Today Rick Inderfurth has a piece today arguing that civilian casualties are "rising to the top of the list" of woes in Afghanistan and setting out four steps to reduce them. Let's take a look:
First, the and NATO should publicly adopt the goal of "zero innocent civilian casualties," as recommended a year ago by retired General Barry McCaffrey...to accomplish this, military tactics must change to limit casualties even where this means, in McCaffrey's words, "Taliban units escape destruction by hiding among the people."
So this would essentially be an oath to 'first do no harm'...Such a declaration would be valuable, as long as it was actually observed.
Easier said than done--especially since the current command would tell you they are doing everything possible to avoid civilian deaths. It's clearly not working. McCaffrey, in a June memo (worth reading in its entirety), has some insights into how this approach might be operationalized:
We have to stay out of the cities and push the ANA [Afghan national army] with our backup into civil population control operations. We need to defer on the roads to the civil population while actively countering IED’s and suicide bombers. (Move convoys at night, build by-pass roads, get US military and AID infrastructure out of built-up areas, use ANP [Afghan national police] units to accompany our small unit convoy movements.) Suggest we need to concentrate on the ANA and the ANP…not on large unit US operations.
This requires a shift in how we operate, and a shift in priorities, but one that is not unimaginable. Inderfurth next advocates:
Second, more must be done to put "an Afghan face on operations," as called for by the former NATO commander in Afghanistan, General David Richards of Britain. This means closer coordination on military operations with the Afghan Ministry of Defense and the Afghan National Army. Afghan soldiers should also be included in U.S. and NATO military actions to act as a buffer, a longstanding demand of Karzai. It is also imperative to work more closely with the local authorities and do more to respect Afghan sensibilities. U.S. and NATO policies regarding house searches and detentions of residents should be reconsidered.
This is really two recommendations in one: first a larger role for the Afghan military, and second, a shift in search/detention policies. Both are feasible and desirable, especially as the Afghan Army seems prepared to play a larger role.
Third, the United States should conclude a Status of Forces Agreement with Afghanistan. Such an agreement is intended to clarify the legal terms under which a foreign military is allowed to operate in a country, including locations of bases and access to facilities as well as matters affecting the relations between a military force and civilians. Nearly six years into the U.S. military campaign, a formal, binding understanding with the Afghan government is needed, in part to underscore the political message that the U.S. military is there at the invitation of the Afghan people, not as an "occupier" (which some Afghans are beginning to feel that it is).

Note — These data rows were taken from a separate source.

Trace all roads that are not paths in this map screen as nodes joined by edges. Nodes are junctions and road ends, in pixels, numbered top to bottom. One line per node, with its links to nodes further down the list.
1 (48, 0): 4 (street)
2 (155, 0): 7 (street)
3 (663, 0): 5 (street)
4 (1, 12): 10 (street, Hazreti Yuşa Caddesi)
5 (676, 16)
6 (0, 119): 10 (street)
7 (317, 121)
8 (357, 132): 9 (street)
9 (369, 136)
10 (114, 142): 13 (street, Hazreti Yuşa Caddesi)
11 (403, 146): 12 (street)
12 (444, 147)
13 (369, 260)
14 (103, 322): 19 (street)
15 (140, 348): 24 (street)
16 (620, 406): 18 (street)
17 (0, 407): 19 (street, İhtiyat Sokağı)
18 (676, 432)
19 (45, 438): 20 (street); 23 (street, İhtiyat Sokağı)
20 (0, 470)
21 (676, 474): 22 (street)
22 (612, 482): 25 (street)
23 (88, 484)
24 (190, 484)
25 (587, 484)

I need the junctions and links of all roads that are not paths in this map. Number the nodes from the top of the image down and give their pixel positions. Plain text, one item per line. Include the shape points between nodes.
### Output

Another good recommendation. The US has proceeded on this issue as if issuing a status of forces agreement would suggest a lack of resolve. It would do precisely the opposite. It would strengthen the credibility of our commitment by laying out, in terms that made sense to our adversaries and our allies, what America's interests and long-term goals in Afghanistan actually are. (I understand the Pentagon might see benefits to permanent bases in Afghanistan as forward positions to contain Iran and hedge against Russia and China. However, to let these goals drive US Afghanistan policy would be the height of folly, since even if they were valid--and I would question whether they are--they could better achieved in neighboring countries where their pursuit is cheaper and less counterproductive.) We are spending down our goodwill in Afghanistan quickly, and history suggests that once goodwill toward an occupying force is gone, it is gone forever.

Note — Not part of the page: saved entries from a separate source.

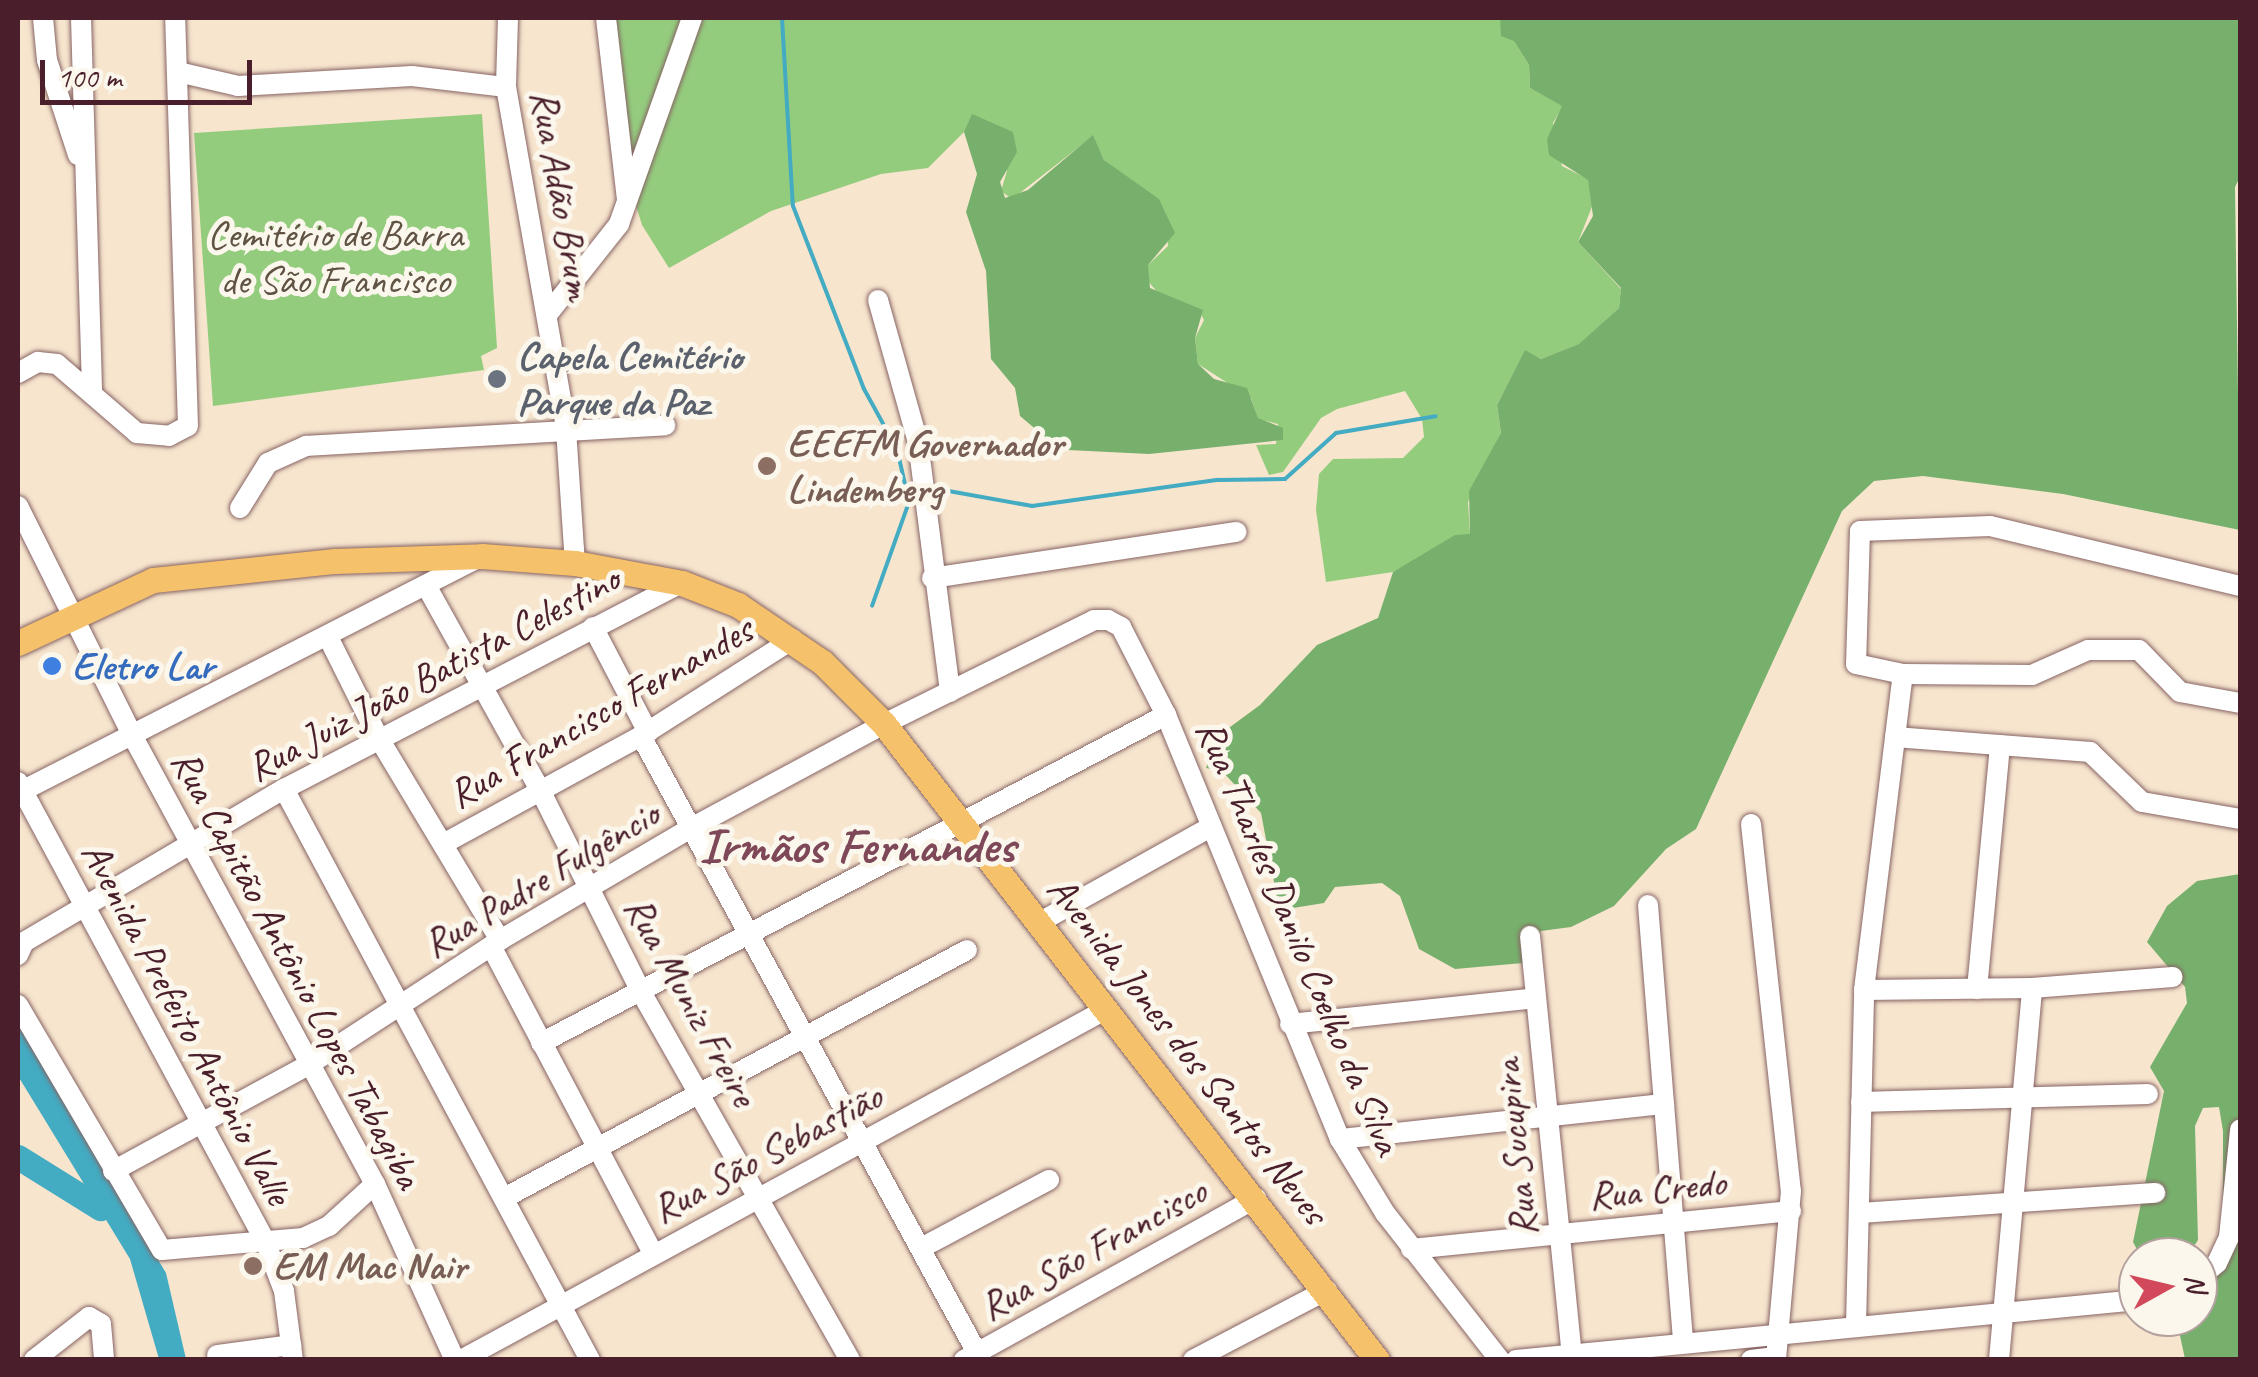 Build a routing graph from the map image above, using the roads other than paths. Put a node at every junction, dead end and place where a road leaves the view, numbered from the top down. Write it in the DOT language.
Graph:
graph roads {
  1 [pos="43,18"];
  2 [pos="81,18"];
  3 [pos="174,18"];
  4 [pos="508,18"];
  5 [pos="606,18"];
  6 [pos="692,18"];
  7 [pos="178,72"];
  8 [pos="506,87"];
  9 [pos="84,173"];
  10 [pos="628,204"];
  11 [pos="878,300"];
  12 [pos="547,315"];
  13 [pos="18,373"];
  14 [pos="92,394"];
  15 [pos="665,425"];
  16 [pos="566,429"];
  17 [pos="18,506"];
  18 [pos="240,508"];
  19 [pos="1236,532"];
  20 [pos="482,556"];
  21 [pos="575,563"];
  22 [pos="932,578"];
  23 [pos="682,583"];
  24 [pos="2240,586"];
  25 [pos="427,587"];
  26 [pos="76,620"];
  27 [pos="592,627"];
  28 [pos="1121,627"];
  29 [pos="330,640"];
  30 [pos="792,640"];
  31 [pos="18,643"];
  32 [pos="18,660"];
  33 [pos="1903,674"];
  34 [pos="485,684"];
  35 [pos="950,692"];
  36 [pos="2240,703"];
  37 [pos="1166,715"];
  38 [pos="884,724"];
  39 [pos="644,734"];
  40 [pos="132,735"];
  41 [pos="378,737"];
  42 [pos="1895,737"];
  43 [pos="2000,745"];
  44 [pos="539,788"];
  45 [pos="19,789"];
  46 [pos="284,789"];
  47 [pos="2240,818"];
  48 [pos="961,820"];
  49 [pos="1751,824"];
  50 [pos="1211,827"];
  51 [pos="689,829"];
  52 [pos="190,844"];
  53 [pos="444,844"];
  54 [pos="589,885"];
  55 [pos="1648,905"];
  56 [pos="84,908"];
  57 [pos="1040,922"];
  58 [pos="1530,936"];
  59 [pos="750,938"];
  60 [pos="496,943"];
  61 [pos="966,950"];
  62 [pos="18,955"];
  63 [pos="2173,977"];
  64 [pos="1977,988"];
  65 [pos="2032,988"];
  66 [pos="1864,990"];
  67 [pos="641,992"];
  68 [pos="1536,998"];
  69 [pos="403,1004"];
  70 [pos="18,1006"];
  71 [pos="1106,1009"];
  72 [pos="1290,1024"];
  73 [pos="807,1040"];
  74 [pos="541,1043"];
  75 [pos="310,1064"];
  76 [pos="701,1094"];
  77 [pos="2148,1094"];
  78 [pos="2023,1096"];
  79 [pos="1861,1102"];
  80 [pos="1664,1104"];
  81 [pos="1546,1116"];
  82 [pos="204,1121"];
  83 [pos="2240,1130"];
  84 [pos="1340,1139"];
  85 [pos="598,1144"];
  86 [pos="864,1144"];
  87 [pos="113,1171"];
  88 [pos="1050,1180"];
  89 [pos="375,1184"];
  90 [pos="2155,1194"];
  91 [pos="506,1197"];
  92 [pos="760,1197"];
  93 [pos="1256,1198"];
  94 [pos="2014,1206"];
  95 [pos="1790,1211"];
  96 [pos="1858,1213"];
  97 [pos="1672,1222"];
  98 [pos="1558,1235"];
  99 [pos="265,1241"];
  100 [pos="921,1248"];
  101 [pos="1411,1248"];
  102 [pos="654,1252"];
  103 [pos="2218,1261"];
  104 [pos="1326,1290"];
  105 [pos="2118,1302"];
  106 [pos="558,1303"];
  107 [pos="2003,1313"];
  108 [pos="1856,1325"];
  109 [pos="1779,1331"];
  110 [pos="1684,1342"];
  111 [pos="292,1352"];
  112 [pos="218,1354"];
  113 [pos="1572,1354"];
  114 [pos="974,1357"];
  115 [pos="1776,1358"];
  116 [pos="34,1360"];
  117 [pos="104,1360"];
  118 [pos="458,1360"];
  119 [pos="590,1360"];
  120 [pos="850,1360"];
  121 [pos="1193,1360"];
  122 [pos="1377,1360"];
  123 [pos="1500,1360"];
  124 [pos="1516,1360"];
  125 [pos="1751,1360"];
  126 [pos="1999,1360"];
  1 -- 9 [label="street"];
  2 -- 9 [label="street"];
  3 -- 7 [label="street"];
  4 -- 8 [label="street, Rua Adão Brum"];
  5 -- 10 [label="street"];
  6 -- 10 [label="street"];
  7 -- 8 [label="street"];
  7 -- 14 [label="street"];
  8 -- 12 [label="street, Rua Adão Brum"];
  9 -- 14 [label="street"];
  10 -- 12 [label="street"];
  11 -- 22 [label="street"];
  12 -- 16 [label="street, Rua Adão Brum"];
  13 -- 14 [label="street"];
  15 -- 16 [label="street"];
  16 -- 18 [label="street"];
  16 -- 21 [label="street, Rua Adão Brum"];
  17 -- 26 [label="street, Rua Capitão Antônio Lopes Tabagiba"];
  19 -- 22 [label="street"];
  20 -- 21 [label="main road, Avenida Jones dos Santos Neves"];
  20 -- 25 [label="street"];
  20 -- 26 [label="main road, Avenida Jones dos Santos Neves"];
  21 -- 23 [label="main road, Avenida Jones dos Santos Neves"];
  22 -- 35 [label="street"];
  23 -- 27 [label="street, Rua Juiz João Batista Celestino"];
  23 -- 30 [label="main road, Avenida Jones dos Santos Neves"];
  24 -- 33 [label="street"];
  25 -- 29 [label="street"];
  25 -- 34 [label="street, Rua Muniz Freire"];
  26 -- 31 [label="main road, Avenida Jones dos Santos Neves"];
  26 -- 32 [label="main road, Avenida Jones dos Santos Neves"];
  26 -- 40 [label="street, Rua Capitão Antônio Lopes Tabagiba"];
  27 -- 34 [label="street, Rua Juiz João Batista Celestino"];
  27 -- 39 [label="street"];
  28 -- 35 [label="street, Rua Padre Fulgêncio"];
  28 -- 37 [label="street, Rua Tharles Danilo Coelho da Silva"];
  29 -- 40 [label="street"];
  29 -- 41 [label="street"];
  30 -- 38 [label="main road, Avenida Jones dos Santos Neves"];
  30 -- 39 [label="street, Rua Francisco Fernandes"];
  33 -- 36 [label="street"];
  33 -- 42 [label="street"];
  34 -- 41 [label="street, Rua Juiz João Batista Celestino"];
  34 -- 44 [label="street, Rua Muniz Freire"];
  35 -- 38 [label="street, Rua Padre Fulgêncio"];
  37 -- 48 [label="street"];
  37 -- 50 [label="street, Rua Tharles Danilo Coelho da Silva"];
  38 -- 48 [label="main road, Avenida Jones dos Santos Neves"];
  38 -- 51 [label="street, Rua Padre Fulgêncio"];
  39 -- 44 [label="street, Rua Francisco Fernandes"];
  39 -- 51 [label="street"];
  40 -- 45 [label="street"];
  40 -- 52 [label="street, Rua Capitão Antônio Lopes Tabagiba"];
  41 -- 46 [label="street, Rua Juiz João Batista Celestino"];
  41 -- 53 [label="street"];
  42 -- 43 [label="street"];
  42 -- 66 [label="street"];
  43 -- 47 [label="street"];
  43 -- 64 [label="street"];
  44 -- 53 [label="street, Rua Francisco Fernandes"];
  44 -- 54 [label="street, Rua Muniz Freire"];
  45 -- 56 [label="street, Avenida Prefeito Antônio Valle"];
  46 -- 52 [label="street, Rua Juiz João Batista Celestino"];
  46 -- 69 [label="street"];
  48 -- 57 [label="main road, Avenida Jones dos Santos Neves"];
  48 -- 59 [label="street"];
  49 -- 95 [label="street"];
  50 -- 57 [label="street"];
  50 -- 72 [label="street, Rua Tharles Danilo Coelho da Silva"];
  51 -- 54 [label="street, Rua Padre Fulgêncio"];
  51 -- 59 [label="street"];
  52 -- 56 [label="street, Rua Juiz João Batista Celestino"];
  52 -- 75 [label="street, Rua Capitão Antônio Lopes Tabagiba"];
  53 -- 60 [label="street"];
  54 -- 60 [label="street, Rua Padre Fulgêncio"];
  54 -- 67 [label="street, Rua Muniz Freire"];
  55 -- 80 [label="street"];
  56 -- 62 [label="street, Rua Juiz João Batista Celestino"];
  56 -- 82 [label="street, Avenida Prefeito Antônio Valle"];
  57 -- 71 [label="main road, Avenida Jones dos Santos Neves"];
  58 -- 68 [label="street, Rua Sucupira"];
  59 -- 67 [label="street"];
  59 -- 73 [label="street"];
  60 -- 69 [label="street, Rua Padre Fulgêncio"];
  60 -- 74 [label="street"];
  61 -- 73 [label="street"];
  63 -- 65 [label="street"];
  64 -- 65 [label="street"];
  64 -- 66 [label="street"];
  65 -- 78 [label="street"];
  66 -- 79 [label="street"];
  67 -- 74 [label="street"];
  67 -- 76 [label="street, Rua Muniz Freire"];
  68 -- 72 [label="street"];
  68 -- 81 [label="street, Rua Sucupira"];
  69 -- 75 [label="street, Rua Padre Fulgêncio"];
  69 -- 91 [label="street"];
  70 -- 87 [label="street"];
  71 -- 86 [label="street, Rua São Sebastião"];
  71 -- 93 [label="main road, Avenida Jones dos Santos Neves"];
  72 -- 84 [label="street, Rua Tharles Danilo Coelho da Silva"];
  73 -- 76 [label="street"];
  73 -- 86 [label="street"];
  74 -- 85 [label="street"];
  75 -- 82 [label="street, Rua Padre Fulgêncio"];
  75 -- 89 [label="street, Rua Capitão Antônio Lopes Tabagiba"];
  76 -- 85 [label="street"];
  76 -- 92 [label="street, Rua Muniz Freire"];
  77 -- 78 [label="street"];
  78 -- 79 [label="street"];
  78 -- 94 [label="street"];
  79 -- 96 [label="street"];
  80 -- 81 [label="street"];
  80 -- 97 [label="street"];
  81 -- 84 [label="street"];
  81 -- 98 [label="street, Rua Sucupira"];
  82 -- 87 [label="street, Rua Padre Fulgêncio"];
  82 -- 99 [label="street, Avenida Prefeito Antônio Valle"];
  83 -- 103 [label="street"];
  84 -- 101 [label="street, Rua Tharles Danilo Coelho da Silva"];
  85 -- 91 [label="street"];
  85 -- 102 [label="street"];
  86 -- 92 [label="street, Rua São Sebastião"];
  86 -- 100 [label="street"];
  87 -- 99 [label="street"];
  88 -- 100 [label="street"];
  89 -- 99 [label="street"];
  89 -- 118 [label="street, Rua Capitão Antônio Lopes Tabagiba"];
  90 -- 94 [label="street"];
  91 -- 106 [label="street"];
  92 -- 102 [label="street, Rua São Sebastião"];
  92 -- 120 [label="street, Rua Muniz Freire"];
  93 -- 104 [label="main road, Avenida Jones dos Santos Neves"];
  93 -- 114 [label="street, Rua São Francisco"];
  94 -- 96 [label="street"];
  94 -- 107 [label="street"];
  95 -- 97 [label="street, Rua Credo"];
  95 -- 109 [label="street"];
  96 -- 108 [label="street"];
  97 -- 98 [label="street, Rua Credo"];
  97 -- 110 [label="street"];
  98 -- 101 [label="street, Rua Credo"];
  98 -- 113 [label="street, Rua Sucupira"];
  99 -- 111 [label="street, Avenida Prefeito Antônio Valle"];
  100 -- 114 [label="street"];
  101 -- 123 [label="street, Rua Tharles Danilo Coelho da Silva"];
  102 -- 106 [label="street, Rua São Sebastião"];
  104 -- 121 [label="street"];
  104 -- 122 [label="main road, Avenida Jones dos Santos Neves"];
  105 -- 107 [label="street"];
  106 -- 118 [label="street, Rua São Sebastião"];
  106 -- 119 [label="street"];
  107 -- 108 [label="street"];
  107 -- 126 [label="street"];
  108 -- 109 [label="street"];
  109 -- 110 [label="street"];
  109 -- 115 [label="street"];
  110 -- 113 [label="street"];
  111 -- 112 [label="street"];
  113 -- 124 [label="street"];
  115 -- 125 [label="street"];
  116 -- 117 [label="street"];
}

Finally, NATO should set up a compensation fund for civilian deaths, injuries or property damage resulting from its military operations in Afghanistan. Since 2002 the United States has appropriated more than $12 million to help Afghan civilians harmed by U.S. operations. The funds are used for medical, rehabilitation and reconstruction aid. But NATO, as a whole, does not have an equivalent program.
Inderfurth implies that the US compensation program is a model, and
perhaps it is--I had never seen this figure of $12 million before,
which if it's accurate is a remarkable number. Nevertheless, there are
some serious problems with the way the US doles out condolence money as
well. For one thing, the 19 civilians who were killed by Marines
Special Operations forces in March received a mere $2,000 for their
loss, while the fifty injured received nothing but an apology.
Moreover, as Jon Tracy notes in a May NYT op-ed, there has been a movement to conflate "compensation" payments with "condolence payments" :
Official compensation under the Foreign Claims Act acknowledges wrongdoing; a condolence payment explicitly denies wrongdoing, and the incident is considered, in effect, an accident of war. The Foreign Claims Act offers full compensation for the loss along the lines of what Americans can receive in civil court; condolence involves a nominal payment. But the military has conflated the two, giving condolence payments to the victims' families even as it has investigated and punished wrongdoing by our troops.
So yes, NATO should revisit its policies -- but so should the Pentagon...
Inderfurth's ideas are not new--but they deserve wide circulation at this juncture.